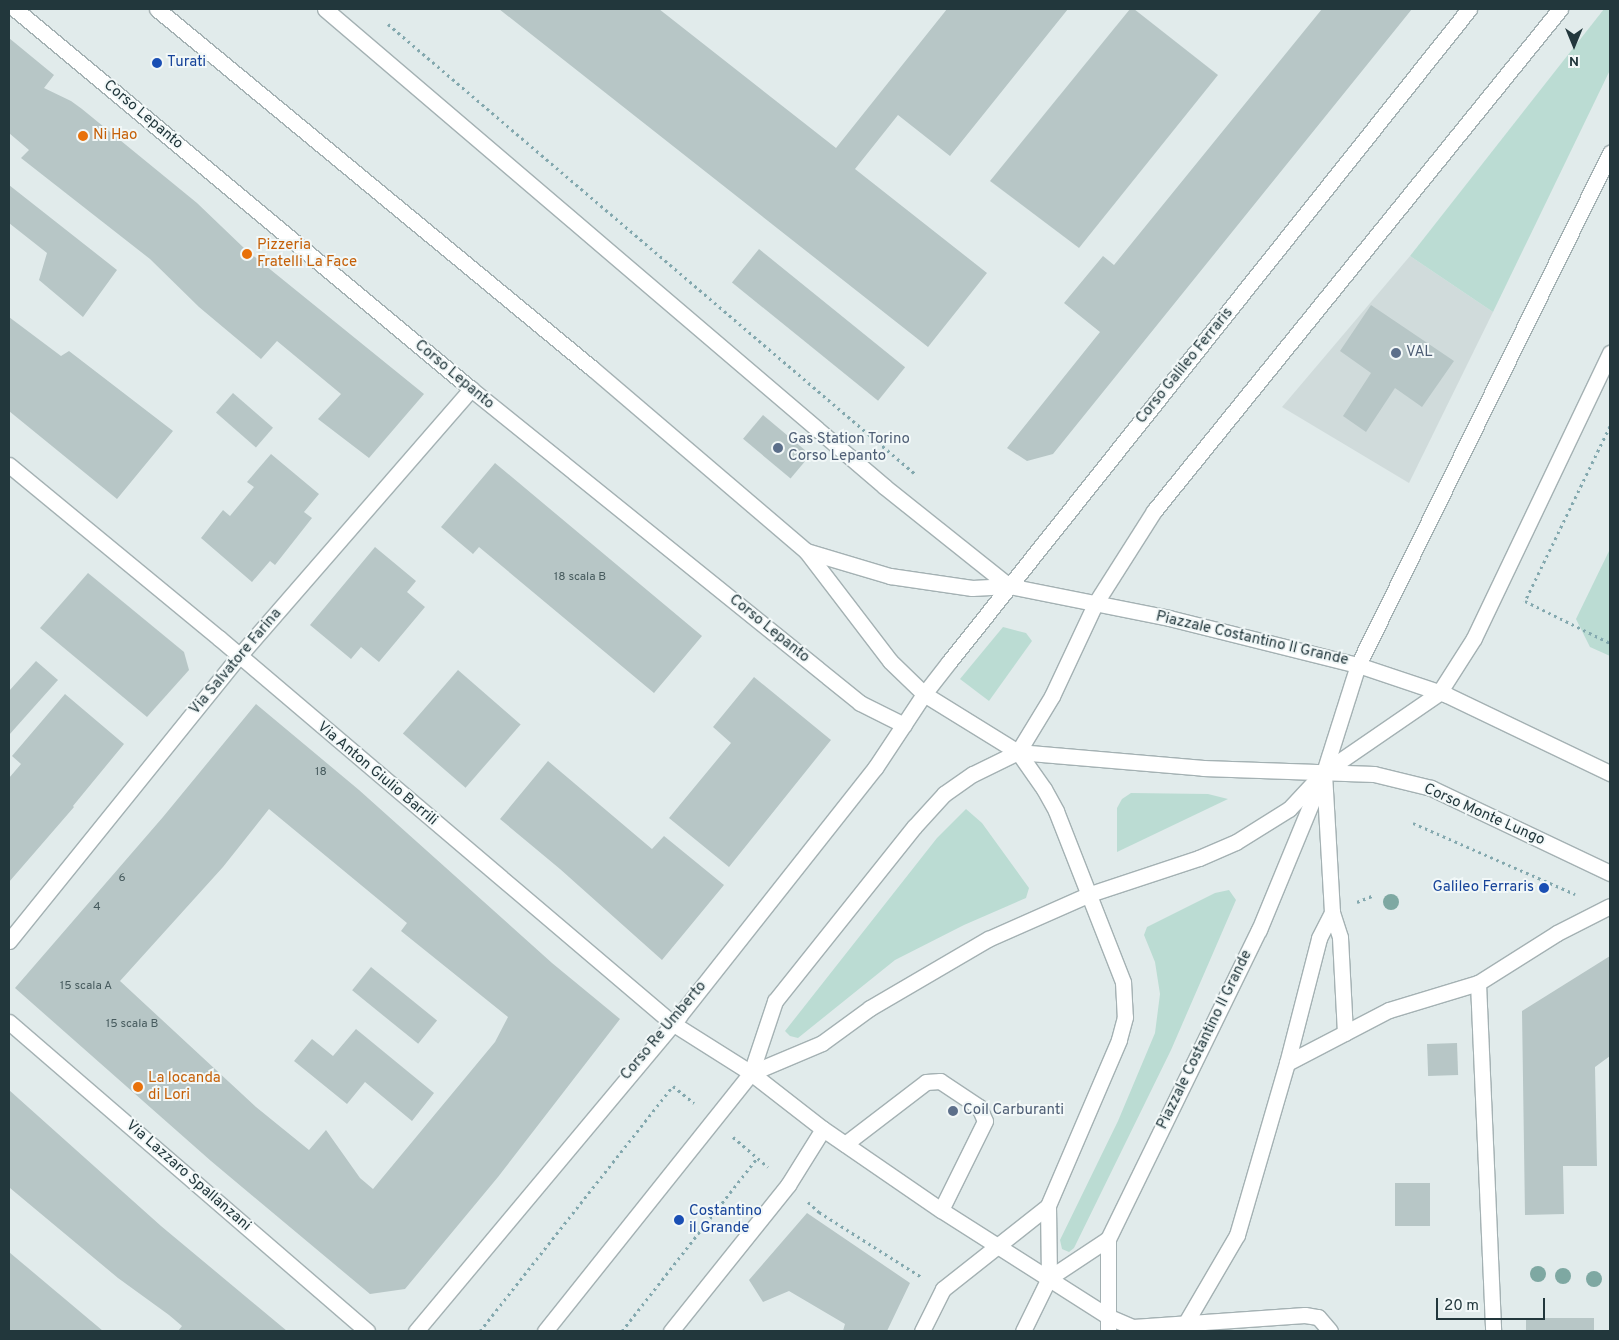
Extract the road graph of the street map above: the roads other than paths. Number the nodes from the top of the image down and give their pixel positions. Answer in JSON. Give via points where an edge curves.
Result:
{"nodes":[{"id":1,"x":15,"y":9,"type":"edge"},
{"id":2,"x":157,"y":9,"type":"edge"},
{"id":3,"x":325,"y":9,"type":"edge"},
{"id":4,"x":1469,"y":9,"type":"edge"},
{"id":5,"x":1560,"y":9,"type":"edge"},
{"id":6,"x":1610,"y":153,"type":"edge"},
{"id":7,"x":1610,"y":354,"type":"edge"},
{"id":8,"x":471,"y":389,"type":"junction"},
{"id":9,"x":9,"y":465,"type":"edge"},
{"id":10,"x":806,"y":551,"type":"junction"},
{"id":11,"x":1009,"y":586,"type":"junction"},
{"id":12,"x":1095,"y":604,"type":"junction"},
{"id":13,"x":239,"y":656,"type":"junction"},
{"id":14,"x":1358,"y":665,"type":"junction"},
{"id":15,"x":1439,"y":693,"type":"junction"},
{"id":16,"x":924,"y":694,"type":"junction"},
{"id":17,"x":904,"y":725,"type":"junction"},
{"id":18,"x":1018,"y":752,"type":"junction"},
{"id":19,"x":1324,"y":772,"type":"junction"},
{"id":20,"x":1610,"y":773,"type":"edge"},
{"id":21,"x":1610,"y":873,"type":"edge"},
{"id":22,"x":1090,"y":894,"type":"junction"},
{"id":23,"x":1609,"y":907,"type":"edge"},
{"id":24,"x":1332,"y":912,"type":"junction"},
{"id":25,"x":9,"y":940,"type":"edge"},
{"id":26,"x":1478,"y":983,"type":"junction"},
{"id":27,"x":9,"y":1022,"type":"edge"},
{"id":28,"x":672,"y":1024,"type":"junction"},
{"id":29,"x":1345,"y":1032,"type":"junction"},
{"id":30,"x":1287,"y":1063,"type":"junction"},
{"id":31,"x":751,"y":1073,"type":"junction"},
{"id":32,"x":823,"y":1129,"type":"junction"},
{"id":33,"x":845,"y":1144,"type":"junction"},
{"id":34,"x":1048,"y":1206,"type":"junction"},
{"id":35,"x":941,"y":1210,"type":"junction"},
{"id":36,"x":1108,"y":1239,"type":"junction"},
{"id":37,"x":998,"y":1246,"type":"junction"},
{"id":38,"x":1049,"y":1278,"type":"junction"},
{"id":39,"x":1108,"y":1324,"type":"edge"},
{"id":40,"x":1186,"y":1324,"type":"junction"},
{"id":41,"x":367,"y":1331,"type":"edge"},
{"id":42,"x":416,"y":1331,"type":"edge"},
{"id":43,"x":545,"y":1331,"type":"edge"},
{"id":44,"x":671,"y":1331,"type":"edge"},
{"id":45,"x":922,"y":1331,"type":"edge"},
{"id":46,"x":1023,"y":1331,"type":"edge"},
{"id":47,"x":1330,"y":1331,"type":"edge"},
{"id":48,"x":1493,"y":1331,"type":"edge"}],
"edges":[{"from":1,"to":8,"type":"street","name":"Corso Lepanto"},
{"from":2,"to":10,"type":"street","via":[[593,369]]},
{"from":3,"to":11,"type":"street","via":[[885,487]]},
{"from":4,"to":11,"type":"street","name":"Corso Galileo Ferraris"},
{"from":5,"to":12,"type":"street","via":[[1154,511]]},
{"from":6,"to":14,"type":"street"},
{"from":7,"to":15,"type":"street","via":[[1474,638]]},
{"from":8,"to":13,"type":"street","name":"Via Salvatore Farina"},
{"from":8,"to":17,"type":"street","name":"Corso Lepanto","via":[[860,703]]},
{"from":9,"to":13,"type":"street","name":"Via Anton Giulio Barrili"},
{"from":10,"to":11,"type":"street","via":[[890,576],[972,588]]},
{"from":10,"to":16,"type":"street","via":[[890,661]]},
{"from":11,"to":12,"type":"street","name":"Piazzale Costantino Il Grande"},
{"from":11,"to":16,"type":"street","name":"Corso Galileo Ferraris"},
{"from":12,"to":14,"type":"street","name":"Piazzale Costantino Il Grande","via":[[1169,618]]},
{"from":12,"to":18,"type":"street","via":[[1052,696]]},
{"from":13,"to":25,"type":"street","name":"Via Salvatore Farina"},
{"from":13,"to":28,"type":"street","name":"Via Anton Giulio Barrili"},
{"from":14,"to":15,"type":"street"},
{"from":14,"to":19,"type":"street","name":"Piazzale Costantino Il Grande"},
{"from":15,"to":19,"type":"street"},
{"from":15,"to":20,"type":"street"},
{"from":16,"to":17,"type":"street","name":"Corso Galileo Ferraris"},
{"from":16,"to":18,"type":"street"},
{"from":17,"to":28,"type":"street","name":"Corso Re Umberto","via":[[875,768]]},
{"from":18,"to":19,"type":"street","via":[[1203,768]]},
{"from":18,"to":22,"type":"street","via":[[1056,811]]},
{"from":18,"to":31,"type":"street","via":[[972,774],[944,794],[914,827],[775,1001]]},
{"from":19,"to":21,"type":"street","name":"Corso Monte Lungo","via":[[1374,774],[1431,788]]},
{"from":19,"to":22,"type":"street","name":"Piazzale Costantino Il Grande","via":[[1288,809],[1236,842],[1199,858]]},
{"from":19,"to":24,"type":"street","name":"Piazzale Costantino Il Grande"},
{"from":19,"to":36,"type":"street","name":"Piazzale Costantino Il Grande","via":[[1259,930]]},
{"from":22,"to":31,"type":"street","name":"Piazzale Costantino Il Grande","via":[[988,939],[870,1008],[822,1043]]},
{"from":22,"to":34,"type":"street","via":[[1123,982],[1125,1018],[1119,1040]]},
{"from":23,"to":26,"type":"street","via":[[1557,933]]},
{"from":24,"to":29,"type":"street","name":"Piazzale Costantino Il Grande","via":[[1340,937]]},
{"from":24,"to":30,"type":"street","name":"Piazzale Costantino Il Grande","via":[[1319,938]]},
{"from":26,"to":29,"type":"street","via":[[1389,1010]]},
{"from":26,"to":48,"type":"street"},
{"from":27,"to":41,"type":"street","name":"Via Lazzaro Spallanzani"},
{"from":28,"to":31,"type":"street","name":"Via Anton Giulio Barrili"},
{"from":28,"to":42,"type":"street","name":"Corso Re Umberto"},
{"from":29,"to":30,"type":"street"},
{"from":30,"to":40,"type":"street","name":"Piazzale Costantino Il Grande","via":[[1237,1235]]},
{"from":31,"to":32,"type":"street"},
{"from":31,"to":43,"type":"street"},
{"from":32,"to":33,"type":"street"},
{"from":32,"to":44,"type":"street","via":[[788,1185]]},
{"from":33,"to":35,"type":"street"},
{"from":33,"to":35,"type":"street","via":[[926,1082],[940,1081],[978,1107],[984,1121]]},
{"from":34,"to":37,"type":"street"},
{"from":34,"to":38,"type":"street"},
{"from":35,"to":37,"type":"street"},
{"from":36,"to":38,"type":"street"},
{"from":36,"to":39,"type":"street"},
{"from":37,"to":38,"type":"street"},
{"from":37,"to":45,"type":"street","via":[[943,1290]]},
{"from":38,"to":39,"type":"street"},
{"from":38,"to":46,"type":"street"},
{"from":39,"to":40,"type":"street","via":[[1133,1328]]},
{"from":40,"to":47,"type":"street","via":[[1305,1315],[1318,1317]]}]}
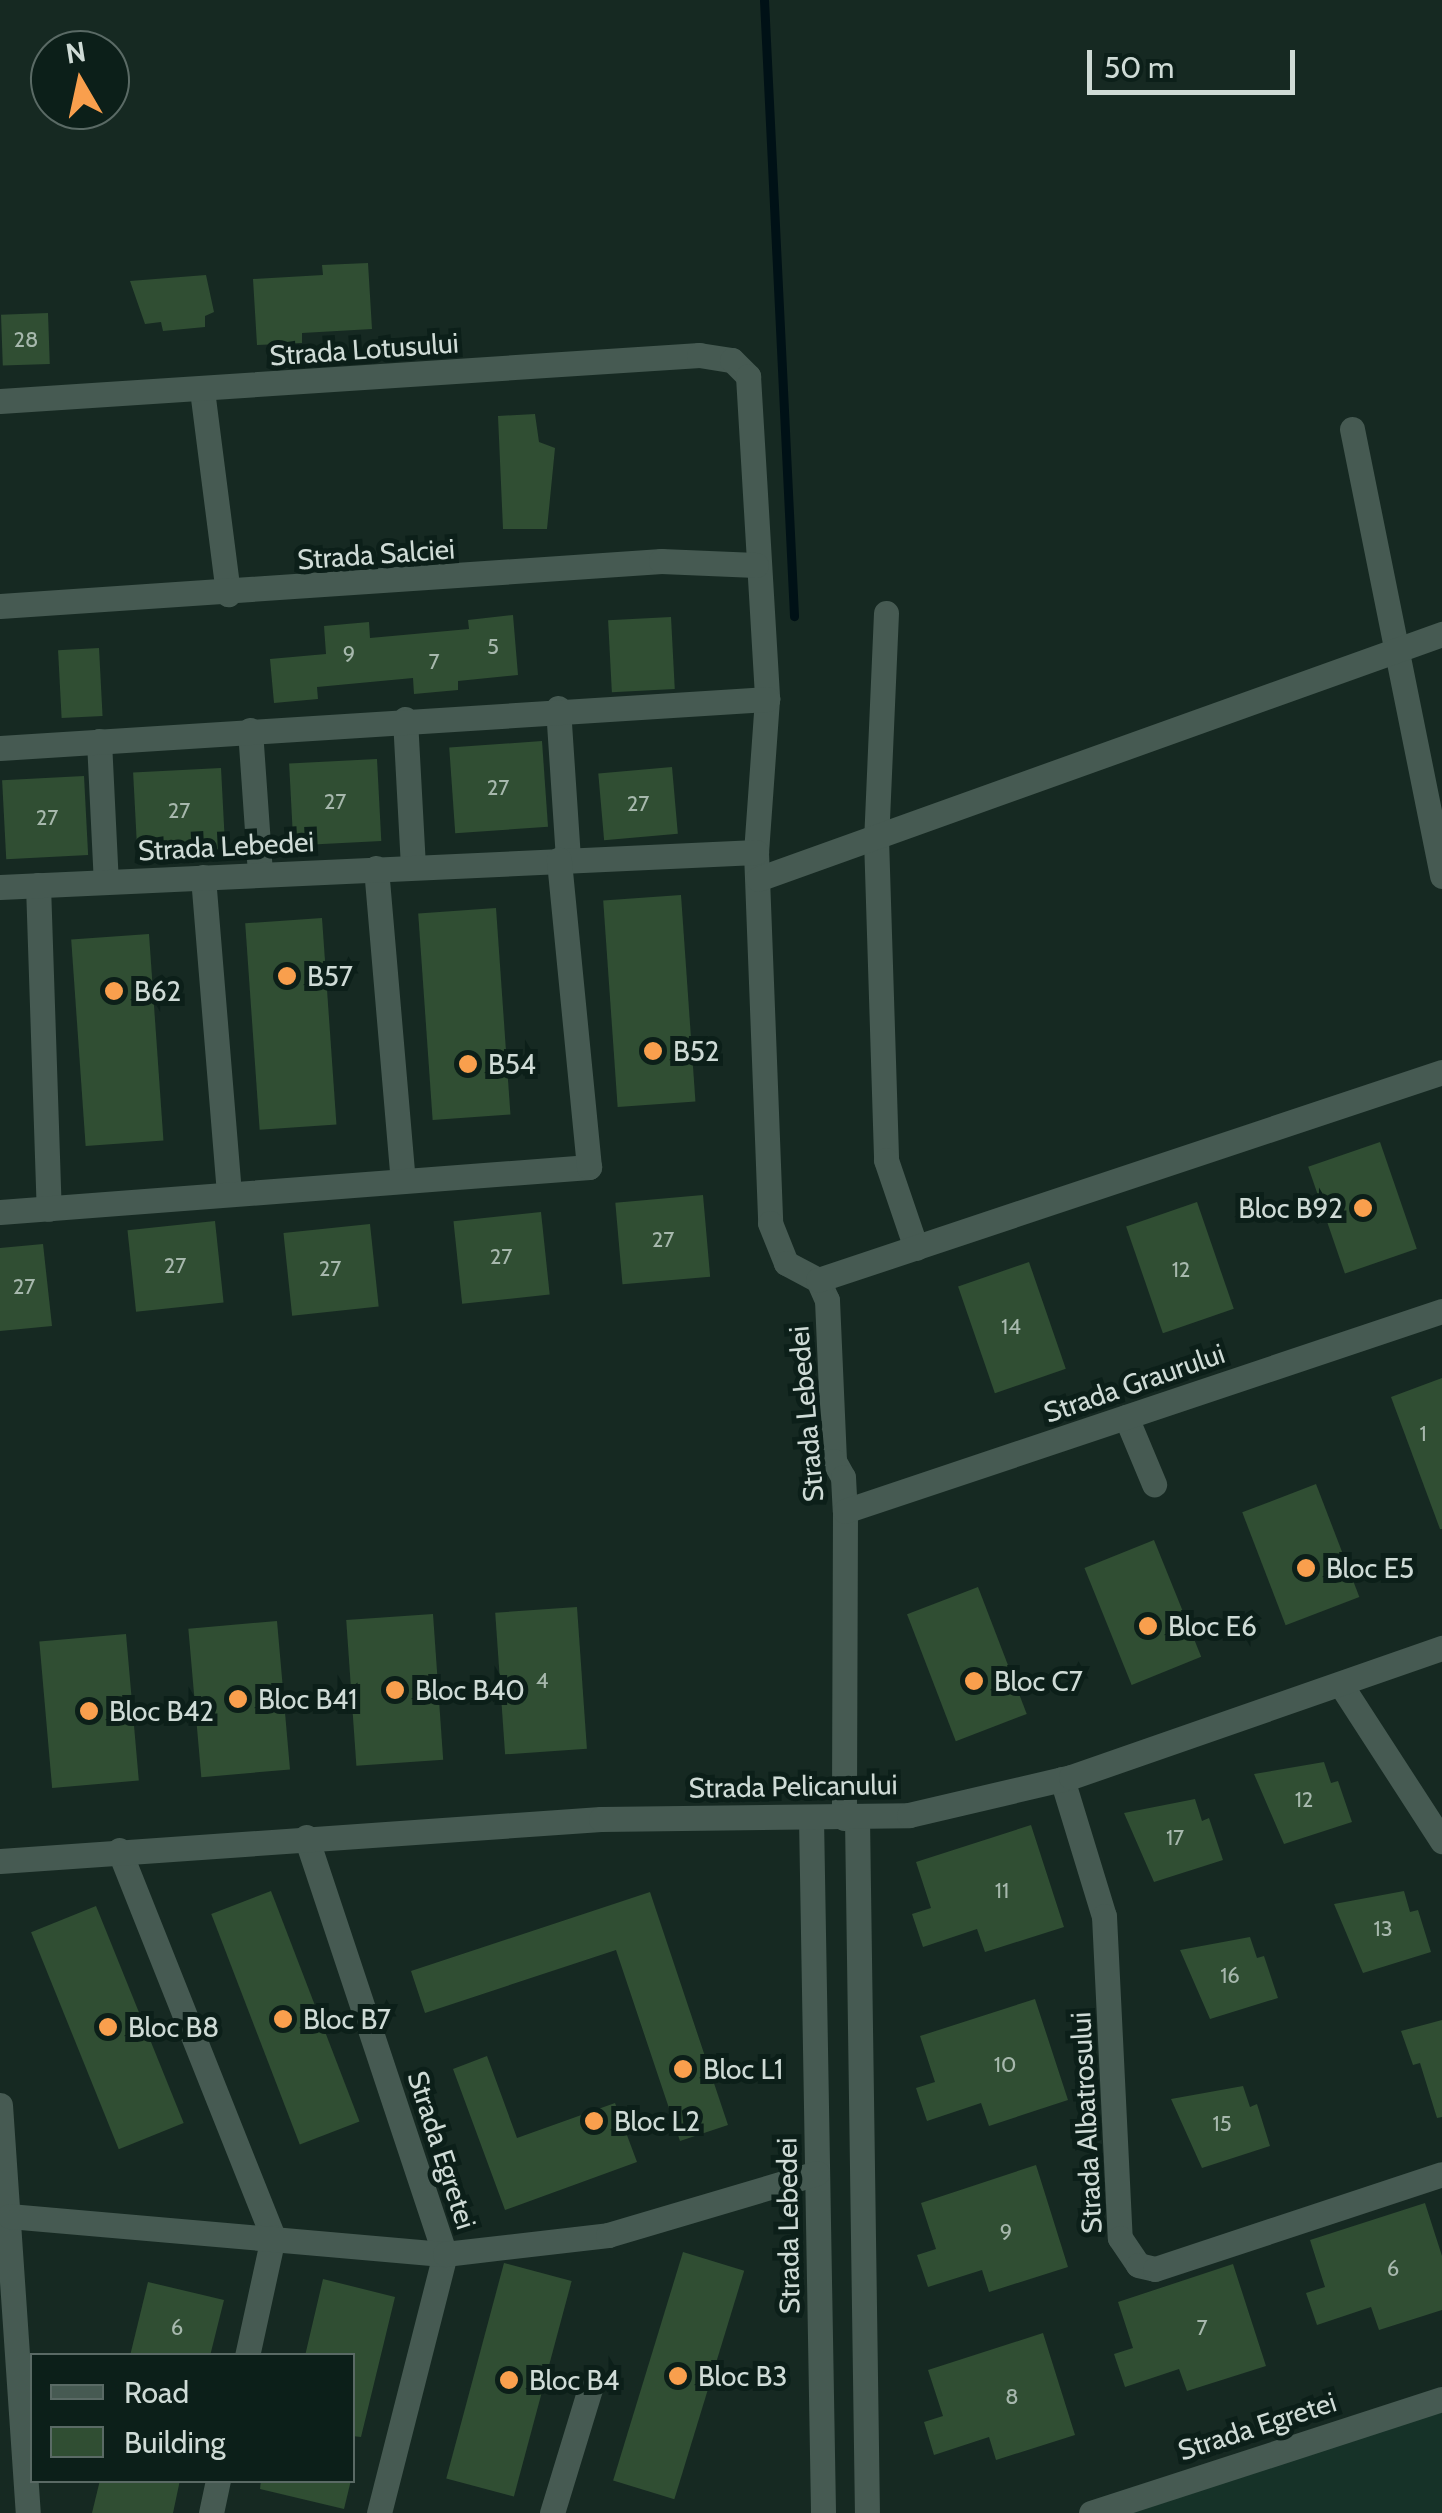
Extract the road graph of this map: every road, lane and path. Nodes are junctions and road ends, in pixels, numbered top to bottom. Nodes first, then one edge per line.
1 (202, 390) junction
2 (0, 400) edge
3 (1352, 429) dead end
4 (756, 565) junction
5 (228, 594) junction
6 (0, 606) edge
7 (886, 613) dead end
8 (1442, 634) edge
9 (1398, 651) junction
10 (767, 700) junction
11 (558, 708) junction
12 (405, 720) junction
13 (250, 730) junction
14 (99, 741) junction
15 (0, 748) edge
16 (876, 838) junction
17 (756, 852) junction
18 (564, 859) junction
19 (412, 866) junction
20 (376, 868) junction
21 (260, 874) junction
22 (1442, 876) edge
23 (204, 877) junction
24 (758, 879) junction
25 (106, 882) junction
26 (38, 885) junction
27 (0, 887) edge
28 (1442, 1072) edge
29 (403, 1182) junction
30 (230, 1194) junction
31 (48, 1208) junction
32 (0, 1212) edge
33 (916, 1248) junction
34 (818, 1280) junction
35 (1442, 1311) edge
36 (1126, 1417) junction
37 (1154, 1484) dead end
38 (845, 1511) junction
39 (1442, 1648) edge
40 (1342, 1686) junction
41 (1062, 1779) junction
42 (811, 1817) junction
43 (851, 1818) junction
44 (306, 1837) junction
45 (1442, 1841) edge
46 (119, 1850) junction
47 (0, 1860) edge
48 (0, 2105) edge
49 (816, 2173) junction
50 (1442, 2174) edge
51 (9, 2216) junction
52 (274, 2237) junction
53 (445, 2254) junction
54 (247, 2353) edge
55 (592, 2382) dead end
56 (1442, 2399) edge
57 (217, 2483) edge
58 (28, 2513) edge
59 (211, 2513) edge
60 (379, 2513) edge
61 (552, 2513) edge
62 (822, 2513) edge
63 (867, 2513) edge
64 (1091, 2513) edge

1 - 2 street, Strada Lotusului
1 - 4 street, Strada Lotusului
1 - 5 street
3 - 9 street
4 - 5 street, Strada Salciei
4 - 10 street
5 - 6 street, Strada Salciei
7 - 16 street
8 - 9 street
9 - 16 street
9 - 22 street
10 - 11 street
10 - 17 street
11 - 12 street
11 - 18 street
12 - 13 street
12 - 19 street
13 - 14 street
13 - 21 street
14 - 15 street
14 - 25 street
16 - 24 street
16 - 33 street
17 - 18 street, Strada Lebedei
17 - 24 street
18 - 19 street, Strada Lebedei
18 - 29 street
19 - 20 street, Strada Lebedei
20 - 21 street, Strada Lebedei
20 - 29 street
21 - 23 street, Strada Lebedei
23 - 25 street, Strada Lebedei
23 - 30 street
24 - 34 street
25 - 26 street, Strada Lebedei
26 - 27 street, Strada Lebedei
26 - 31 street
28 - 33 street
29 - 30 street
30 - 31 street
31 - 32 street
33 - 34 street
34 - 38 street, Strada Lebedei
35 - 36 street, Strada Graurului
36 - 37 street
36 - 38 street, Strada Graurului
38 - 43 street, Strada Lebedei
39 - 40 street, Strada Pelicanului
40 - 41 street, Strada Pelicanului
40 - 45 street
41 - 43 street, Strada Pelicanului
41 - 50 street, Strada Albatrosului
42 - 43 street, Strada Pelicanului
42 - 44 street, Strada Pelicanului
42 - 49 street, Strada Lebedei
43 - 63 street, Strada Lebedei
44 - 46 street, Strada Pelicanului
44 - 53 street, Strada Egretei
46 - 47 street, Strada Pelicanului
46 - 52 street
48 - 51 street
49 - 53 street, Strada Egretei
49 - 62 street, Strada Lebedei
51 - 52 street, Strada Egretei
51 - 58 street
52 - 53 street, Strada Egretei
52 - 54 street
53 - 60 street, Strada Egretei
55 - 61 street
56 - 64 street, Strada Egretei
57 - 59 street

## Exercise instructions
Scan the material above for the string "Giulio", returning each line that contains it.

## Worked solution
{"from":9,"to":13,"type":"street","name":"Via Anton Giulio Barrili"},
{"from":13,"to":28,"type":"street","name":"Via Anton Giulio Barrili"},
{"from":28,"to":31,"type":"street","name":"Via Anton Giulio Barrili"},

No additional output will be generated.